Start of Block

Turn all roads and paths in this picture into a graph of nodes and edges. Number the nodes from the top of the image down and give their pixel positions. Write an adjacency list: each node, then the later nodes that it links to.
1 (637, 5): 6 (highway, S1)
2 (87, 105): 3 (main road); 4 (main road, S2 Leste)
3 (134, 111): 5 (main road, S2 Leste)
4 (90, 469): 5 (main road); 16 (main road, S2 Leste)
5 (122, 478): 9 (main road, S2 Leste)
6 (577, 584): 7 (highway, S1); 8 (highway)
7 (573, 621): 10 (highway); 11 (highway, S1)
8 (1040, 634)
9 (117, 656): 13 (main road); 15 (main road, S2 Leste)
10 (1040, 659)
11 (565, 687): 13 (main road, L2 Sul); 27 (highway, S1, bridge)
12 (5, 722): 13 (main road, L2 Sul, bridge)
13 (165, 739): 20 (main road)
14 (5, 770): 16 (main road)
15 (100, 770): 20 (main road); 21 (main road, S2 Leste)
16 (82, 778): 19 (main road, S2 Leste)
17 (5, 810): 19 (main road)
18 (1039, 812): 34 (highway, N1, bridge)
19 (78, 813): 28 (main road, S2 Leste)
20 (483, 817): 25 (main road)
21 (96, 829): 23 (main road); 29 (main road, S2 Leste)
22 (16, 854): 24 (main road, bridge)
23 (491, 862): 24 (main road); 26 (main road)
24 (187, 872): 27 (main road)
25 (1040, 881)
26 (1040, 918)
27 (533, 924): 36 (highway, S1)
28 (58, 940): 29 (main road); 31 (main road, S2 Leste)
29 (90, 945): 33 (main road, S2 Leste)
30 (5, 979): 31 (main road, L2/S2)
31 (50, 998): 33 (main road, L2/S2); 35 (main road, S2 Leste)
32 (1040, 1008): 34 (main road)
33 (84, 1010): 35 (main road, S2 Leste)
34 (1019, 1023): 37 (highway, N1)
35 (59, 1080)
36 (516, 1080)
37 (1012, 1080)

End of Block

▸ **Task item**: Collect the lines of the data that carry the word "highway".

▸ **Task output**:
1 (637, 5): 6 (highway, S1)
6 (577, 584): 7 (highway, S1); 8 (highway)
7 (573, 621): 10 (highway); 11 (highway, S1)
11 (565, 687): 13 (main road, L2 Sul); 27 (highway, S1, bridge)
18 (1039, 812): 34 (highway, N1, bridge)
27 (533, 924): 36 (highway, S1)
34 (1019, 1023): 37 (highway, N1)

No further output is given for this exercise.